Berlin 2010 Preview: Competition, Part 2

This year’s Berlinale features established filmmakers wandering into unfamiliar territory. Martin Scorsese gives a Dennis Lehane tale all the gaudy trappings of a Hammer horror film. Zhang Yimou puts down his ornate sword-play films for a farcical take on the Coen Brothers. 24 hour party person Michael Winterbottom even takes Texas by the tail in a full-blown film noir. Matters of faith also loom large in films from Germany, India and Bosnia-Herzegovina. Berlin is a broad church.

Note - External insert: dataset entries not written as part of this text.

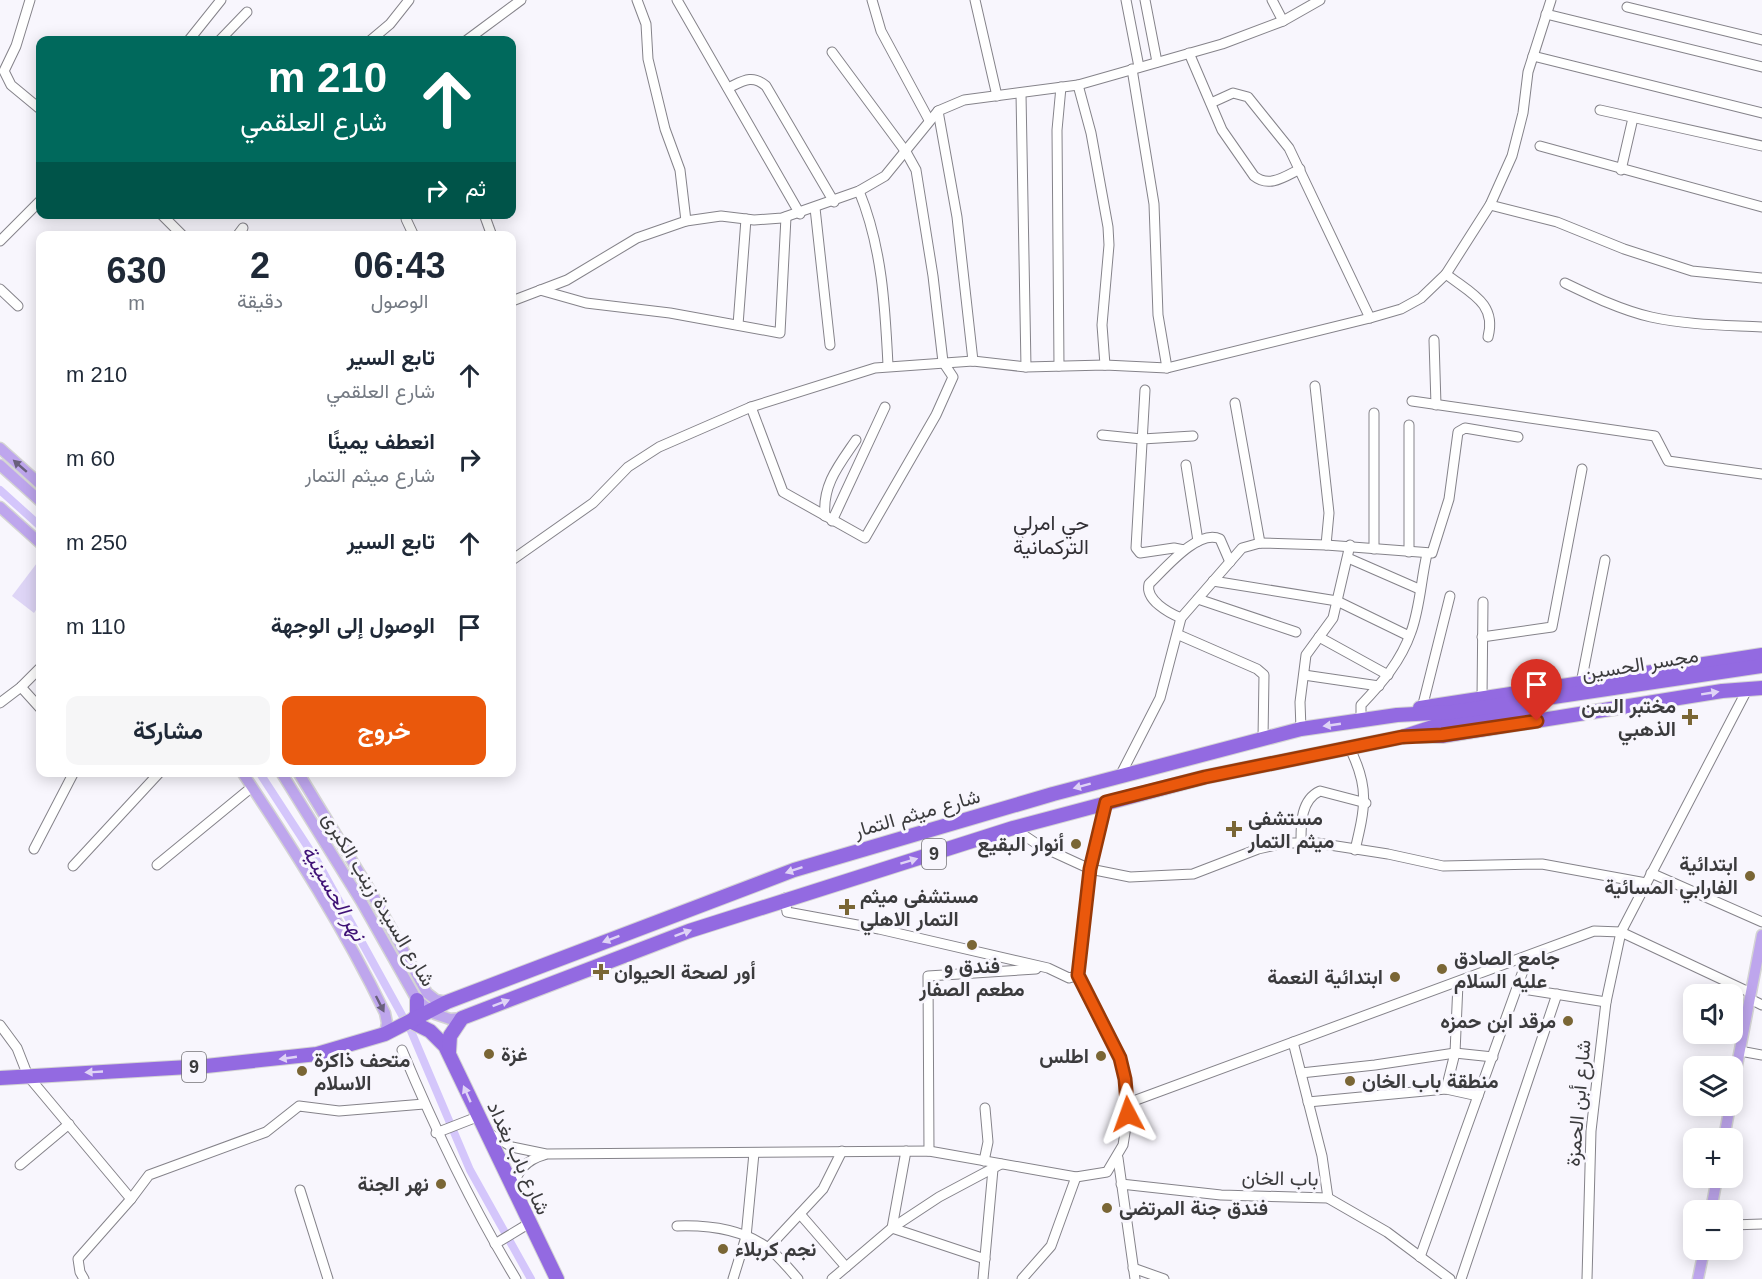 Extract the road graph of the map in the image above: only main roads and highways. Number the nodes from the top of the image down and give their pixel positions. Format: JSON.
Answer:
{"nodes":[{"id":1,"x":0,"y":448,"type":"edge"},
{"id":2,"x":0,"y":465,"type":"edge"},
{"id":3,"x":36,"y":480,"type":"edge"},
{"id":4,"x":36,"y":497,"type":"edge"},
{"id":5,"x":2,"y":512,"type":"edge"},
{"id":6,"x":36,"y":540,"type":"edge"},
{"id":7,"x":1760,"y":657,"type":"edge"},
{"id":8,"x":1762,"y":674,"type":"edge"},
{"id":9,"x":1755,"y":688,"type":"edge"},
{"id":10,"x":1397,"y":715,"type":"junction"},
{"id":11,"x":1453,"y":718,"type":"junction"},
{"id":12,"x":1402,"y":737,"type":"junction"},
{"id":13,"x":1191,"y":757,"type":"junction"},
{"id":14,"x":1164,"y":765,"type":"junction"},
{"id":15,"x":245,"y":777,"type":"edge"},
{"id":16,"x":285,"y":777,"type":"edge"},
{"id":17,"x":300,"y":777,"type":"edge"},
{"id":18,"x":1197,"y":778,"type":"junction"},
{"id":19,"x":1167,"y":786,"type":"junction"},
{"id":20,"x":860,"y":850,"type":"junction"},
{"id":21,"x":823,"y":861,"type":"junction"},
{"id":22,"x":869,"y":873,"type":"junction"},
{"id":23,"x":831,"y":885,"type":"junction"},
{"id":24,"x":1762,"y":935,"type":"edge"},
{"id":25,"x":422,"y":996,"type":"junction"},
{"id":26,"x":447,"y":1002,"type":"junction"},
{"id":27,"x":429,"y":1011,"type":"junction"},
{"id":28,"x":462,"y":1018,"type":"junction"},
{"id":29,"x":411,"y":1022,"type":"junction"},
{"id":30,"x":386,"y":1034,"type":"junction"},
{"id":31,"x":449,"y":1052,"type":"junction"},
{"id":32,"x":1739,"y":1056,"type":"edge"},
{"id":33,"x":0,"y":1078,"type":"edge"},
{"id":34,"x":1702,"y":1260,"type":"edge"},
{"id":35,"x":557,"y":1279,"type":"edge"},
{"id":36,"x":1698,"y":1279,"type":"edge"}],
"edges":[{"from":3,"to":1,"type":"main road","one_way":true},
{"from":2,"to":4,"type":"main road"},
{"from":5,"to":6,"type":"main road"},
{"from":7,"to":10,"type":"highway"},
{"from":7,"to":11,"type":"highway","name":"مجسر الحسين","number":"9"},
{"from":8,"to":11,"type":"highway","name":"مجسر الحسين","number":"9"},
{"from":12,"to":9,"type":"highway","one_way":true},
{"from":10,"to":11,"type":"highway","name":"شارع ميثم التمار","number":"9"},
{"from":10,"to":13,"type":"highway","name":"شارع ميثم التمار","number":"9","one_way":true},
{"from":11,"to":12,"type":"highway","number":"9"},
{"from":12,"to":18,"type":"highway","number":"9"},
{"from":13,"to":14,"type":"highway","name":"شارع ميثم التمار","number":"9"},
{"from":13,"to":18,"type":"highway"},
{"from":14,"to":19,"type":"highway"},
{"from":14,"to":20,"type":"highway","name":"شارع ميثم التمار","number":"9","one_way":true},
{"from":15,"to":30,"type":"main road","one_way":true},
{"from":16,"to":25,"type":"main road","name":"شارع السيدة زينب الكبرى"},
{"from":17,"to":25,"type":"main road","name":"شارع السيدة زينب الكبرى"},
{"from":18,"to":19,"type":"highway","number":"9"},
{"from":22,"to":19,"type":"highway","number":"9","one_way":true},
{"from":20,"to":21,"type":"highway","name":"شارع ميثم التمار","number":"9"},
{"from":20,"to":22,"type":"highway"},
{"from":21,"to":23,"type":"highway"},
{"from":21,"to":26,"type":"highway","name":"شارع ميثم التمار","number":"9","one_way":true},
{"from":22,"to":23,"type":"highway","number":"9"},
{"from":28,"to":23,"type":"highway","number":"9","one_way":true},
{"from":24,"to":32,"type":"main road"},
{"from":25,"to":26,"type":"main road","name":"شارع السيدة زينب الكبرى"},
{"from":25,"to":27,"type":"main road","name":"شارع السيدة زينب الكبرى"},
{"from":25,"to":29,"type":"highway"},
{"from":26,"to":27,"type":"highway","name":"شارع ميثم التمار","number":"9"},
{"from":27,"to":28,"type":"main road","name":"شارع السيدة زينب الكبرى"},
{"from":27,"to":29,"type":"highway","name":"شارع ميثم التمار","number":"9"},
{"from":28,"to":31,"type":"highway"},
{"from":29,"to":30,"type":"highway","number":"9"},
{"from":29,"to":31,"type":"highway"},
{"from":30,"to":33,"type":"highway","number":"9","one_way":true},
{"from":35,"to":31,"type":"highway","name":"شارع باب بغداد","one_way":true},
{"from":34,"to":36,"type":"main road"}]}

Read the first part of our Berlin Film Festival Competition preview.

The Killer Inside Me

Lou Ford is one of author Jim Thompson’s greatest antiheroes. Ford’s a psychotic charmer who keeps the peace in a town populated by mattress-happy dames and lowdown double-crossers. Guerilla filmmaker Michael Winterbottom (The Road to Guantanamo) isn’t everyone’s first choice to helm a Lone Star noir, but Casey Affleck seems just the right feller to fill Ford’s bloodstained boots.

Mammuth (Mammoth)

It’s easy to take Gerard Depardieu for granted, yet the shaggy icon delivers. Here he plays a worker who can’t retire until he finds his last six employers. That sends him on a journey around France astraddle his Mammoth motorcycle. Among the figures from his past is Isabelle Adjani, asleep for the last four decades. Written and directed by Benoît Delépine and Gustave de Kervern (Louise-Michel).

My Name is Khan

While Aamir Khan’s blockbusting 3 Idiots leads Bollywood’s bum-rush on the global mainstream, Shah Rukh Khan remains Indian cinema’s most charismatic star. He takes a risky role in Karan Johar’s film. Khan is an autistic Muslim who runs afoul of Homeland Security post-9/11. B’wood is better known for songs than subtlety, but its ram-raid approach to issues guarantees a unique emotional wallop.

Na Putu (On the Path)

A different take on Islam comes from Bosnia-Herzegovina director Jasmila Zbanic, who won the Golden Bear in 2006 for Grbavica. Zrinka Cvitesic plays a woman whose husband (Leon Lucey) embraces Islam after a job at a Wahhabi commune purges him of bad habits. Desperate for a child and haunted by her country’s violent past, Cvitesic struggles to cope with her convert hubbie’s new world.

Ototo (About Her Brother)

Yoji Yamada directed his first film in 1961. Eighty-one movies (!) later, he’s enjoyed a career renaissance with the mature wushu films The Twilight Samurai and The Hidden Blade. Yoji closes the Competition section with a domestic drama about a sister (Sayuri Yoshinaga) who invites her terminally-ill brother (Tsurube Shofukutei) to die at her already-divided home.

Please Give

Beginning with 1996’s Walking and Talking, filmmaker Nicole Holofcener has established herself as an answer to Woody Allen, wryly chronicling the foibles of New York’s moneyed class. Her fourth film stars Catherine Keener as an unscrupulous antiques dealer who soothes conscience with charity. A confrontation with her neighbor’s daughters—Rebecca Hall and Amanda Peet–prompts further wry navel-gazing.

Rompecabezas (Puzzles)

Here’s a puzzle: What is it with Argentine filmmakers’ obsession with the middle-aged? Lucrecia Martel’s former assistant director Natalia Smirnoff borrows The Headless Woman’s Maria Onetto for her debut. Her suburban housewife has the knack for solving jigsaws. It brings her to the attention of an elderly millionaire. A date at the world puzzle championships changes her life in oh-so-subtle ways.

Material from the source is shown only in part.